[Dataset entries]
[Start of section]

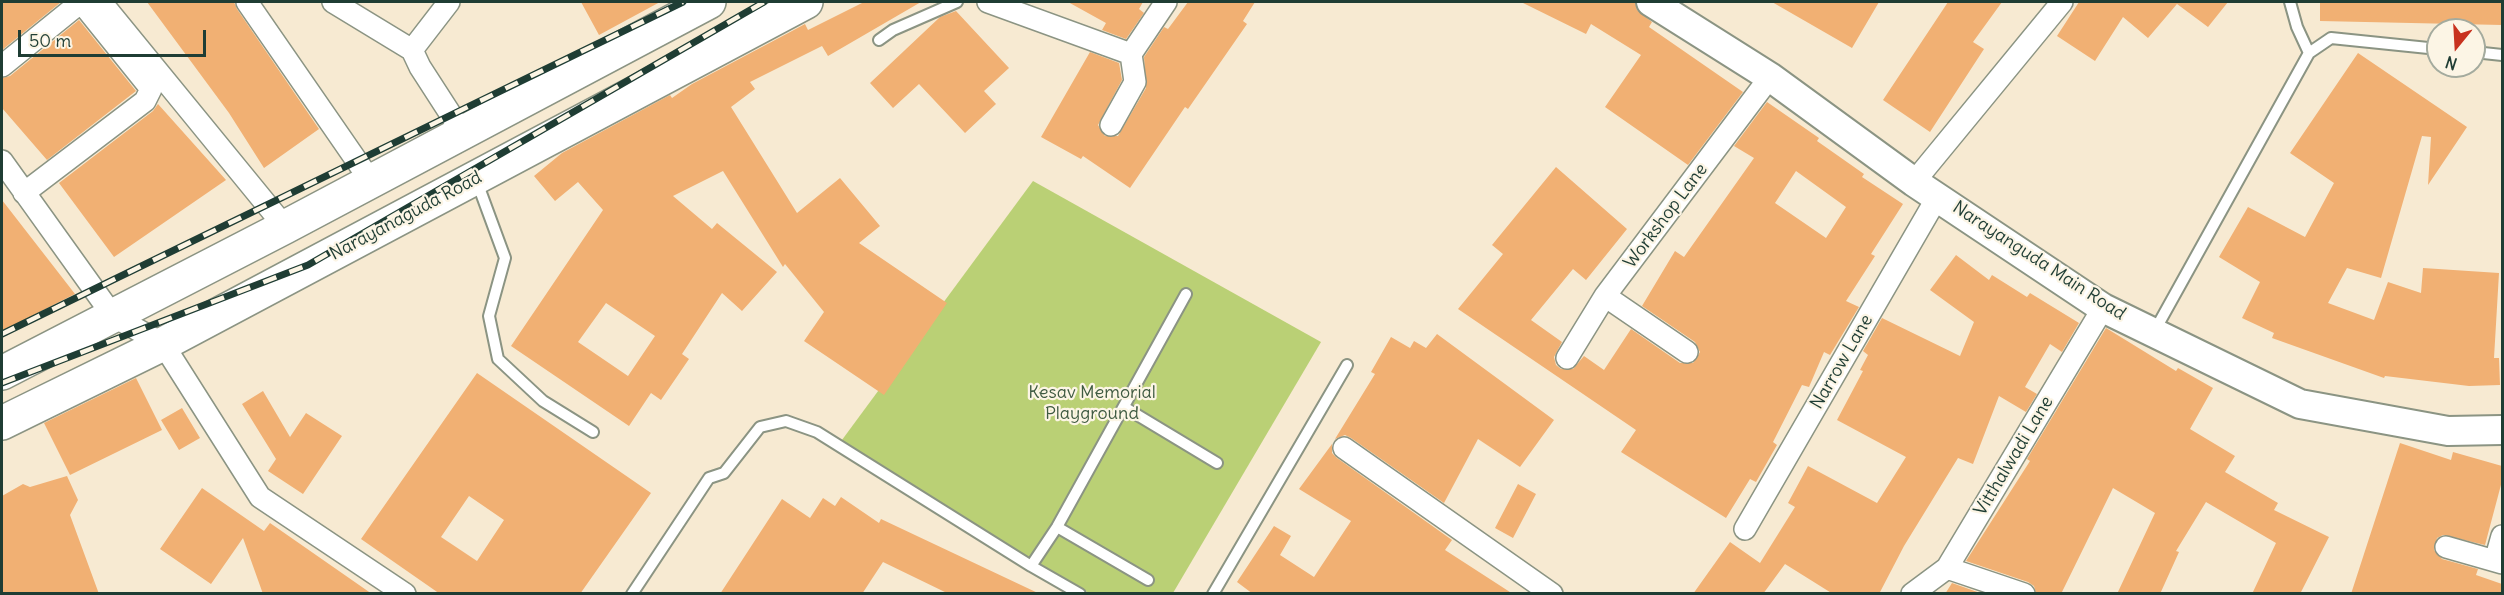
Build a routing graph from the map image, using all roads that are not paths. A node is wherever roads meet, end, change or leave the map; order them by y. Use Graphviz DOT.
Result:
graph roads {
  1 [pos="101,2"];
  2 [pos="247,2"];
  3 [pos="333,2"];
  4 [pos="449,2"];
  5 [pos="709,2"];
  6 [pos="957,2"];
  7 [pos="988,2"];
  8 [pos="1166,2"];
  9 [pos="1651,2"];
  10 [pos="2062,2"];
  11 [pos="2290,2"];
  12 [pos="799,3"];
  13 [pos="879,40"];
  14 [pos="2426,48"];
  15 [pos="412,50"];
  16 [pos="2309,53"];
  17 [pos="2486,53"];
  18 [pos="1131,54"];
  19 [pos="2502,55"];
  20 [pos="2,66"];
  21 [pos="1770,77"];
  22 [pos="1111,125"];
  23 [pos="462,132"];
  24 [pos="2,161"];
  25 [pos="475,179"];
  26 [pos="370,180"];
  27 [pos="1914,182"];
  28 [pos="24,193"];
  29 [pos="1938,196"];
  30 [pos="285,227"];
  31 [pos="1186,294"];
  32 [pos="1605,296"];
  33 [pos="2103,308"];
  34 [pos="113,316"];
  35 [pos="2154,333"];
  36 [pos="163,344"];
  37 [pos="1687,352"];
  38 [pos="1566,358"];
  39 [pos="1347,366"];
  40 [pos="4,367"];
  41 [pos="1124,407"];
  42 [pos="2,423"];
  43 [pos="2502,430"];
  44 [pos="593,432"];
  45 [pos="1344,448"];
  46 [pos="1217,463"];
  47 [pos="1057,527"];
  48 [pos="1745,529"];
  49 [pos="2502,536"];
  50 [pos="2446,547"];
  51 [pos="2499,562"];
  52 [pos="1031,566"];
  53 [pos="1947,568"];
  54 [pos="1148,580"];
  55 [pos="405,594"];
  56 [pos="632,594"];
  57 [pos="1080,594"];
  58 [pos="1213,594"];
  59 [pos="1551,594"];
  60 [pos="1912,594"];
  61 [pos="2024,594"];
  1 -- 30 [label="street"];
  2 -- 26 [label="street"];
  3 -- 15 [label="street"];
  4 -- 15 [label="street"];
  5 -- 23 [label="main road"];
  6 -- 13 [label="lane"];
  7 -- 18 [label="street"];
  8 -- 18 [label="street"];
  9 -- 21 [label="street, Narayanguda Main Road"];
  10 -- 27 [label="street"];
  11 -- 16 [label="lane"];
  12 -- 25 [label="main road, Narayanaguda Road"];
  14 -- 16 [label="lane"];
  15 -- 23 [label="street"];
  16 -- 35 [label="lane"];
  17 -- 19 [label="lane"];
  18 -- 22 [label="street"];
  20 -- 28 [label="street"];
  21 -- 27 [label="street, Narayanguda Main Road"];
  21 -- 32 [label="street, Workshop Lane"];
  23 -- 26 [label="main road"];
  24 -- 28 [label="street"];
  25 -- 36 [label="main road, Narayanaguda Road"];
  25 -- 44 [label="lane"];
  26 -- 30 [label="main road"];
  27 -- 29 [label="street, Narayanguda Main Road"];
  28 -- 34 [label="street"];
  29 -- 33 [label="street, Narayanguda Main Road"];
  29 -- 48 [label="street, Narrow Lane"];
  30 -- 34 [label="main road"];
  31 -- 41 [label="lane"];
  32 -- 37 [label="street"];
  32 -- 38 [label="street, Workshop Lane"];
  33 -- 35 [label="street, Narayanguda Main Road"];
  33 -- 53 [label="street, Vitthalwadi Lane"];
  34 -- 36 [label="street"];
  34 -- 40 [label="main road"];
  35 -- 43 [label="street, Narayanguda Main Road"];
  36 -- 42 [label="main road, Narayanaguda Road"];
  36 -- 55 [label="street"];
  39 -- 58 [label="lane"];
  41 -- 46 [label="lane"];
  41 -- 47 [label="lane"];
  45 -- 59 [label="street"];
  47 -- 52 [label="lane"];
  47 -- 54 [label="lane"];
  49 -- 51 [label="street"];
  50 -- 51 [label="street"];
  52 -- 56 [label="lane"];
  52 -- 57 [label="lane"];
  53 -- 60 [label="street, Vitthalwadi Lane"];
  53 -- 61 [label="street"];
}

[End of section]
[Start of section]

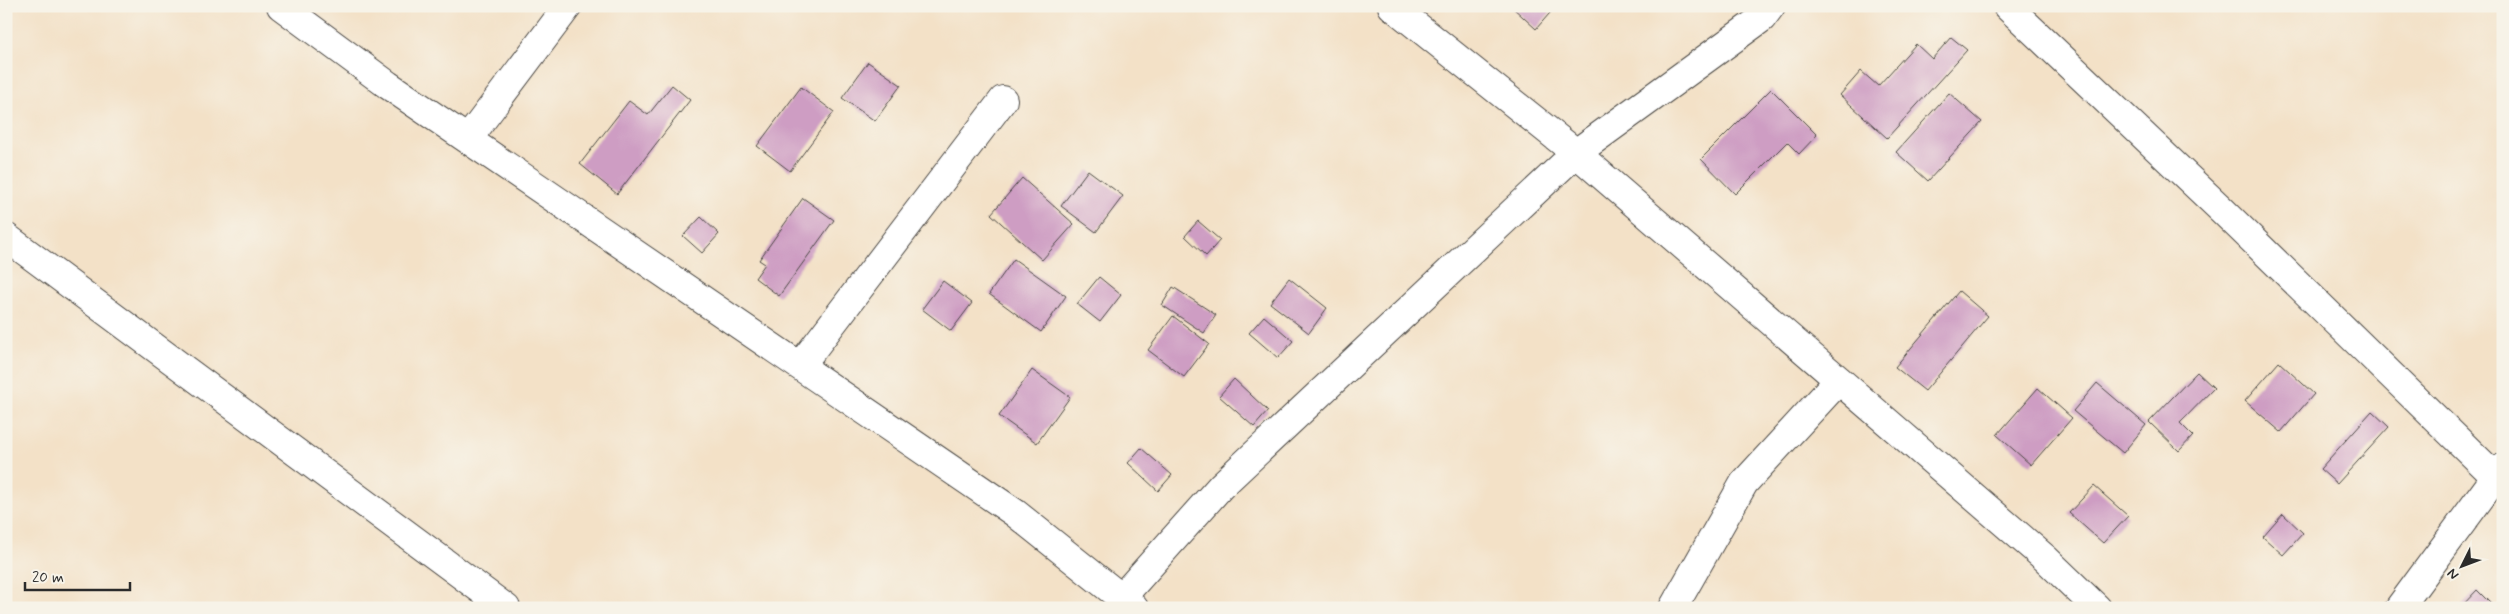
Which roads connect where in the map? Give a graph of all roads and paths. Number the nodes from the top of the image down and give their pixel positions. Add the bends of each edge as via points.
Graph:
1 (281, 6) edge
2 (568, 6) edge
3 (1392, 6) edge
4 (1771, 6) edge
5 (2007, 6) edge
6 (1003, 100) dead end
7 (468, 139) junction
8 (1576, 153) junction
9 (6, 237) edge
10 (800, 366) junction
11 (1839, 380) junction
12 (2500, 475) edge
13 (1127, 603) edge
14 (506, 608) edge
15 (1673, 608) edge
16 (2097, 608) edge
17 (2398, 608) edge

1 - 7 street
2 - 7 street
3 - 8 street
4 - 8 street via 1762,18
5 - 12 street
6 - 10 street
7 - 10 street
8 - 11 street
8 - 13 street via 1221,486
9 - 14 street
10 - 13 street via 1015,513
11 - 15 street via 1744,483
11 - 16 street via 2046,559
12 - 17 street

[End of section]

Assignment = Make a copy of each line in the records that has the word "from".

Reply =
Build a routing graph from the map image, using all roads that are not paths. A node is wherever roads meet, end, change or leave the map; order them by y. Use Graphviz DOT.
Which roads connect where in the map? Give a graph of all roads and paths. Number the nodes from the top of the image down and give their pixel positions. Add the bends of each edge as via points.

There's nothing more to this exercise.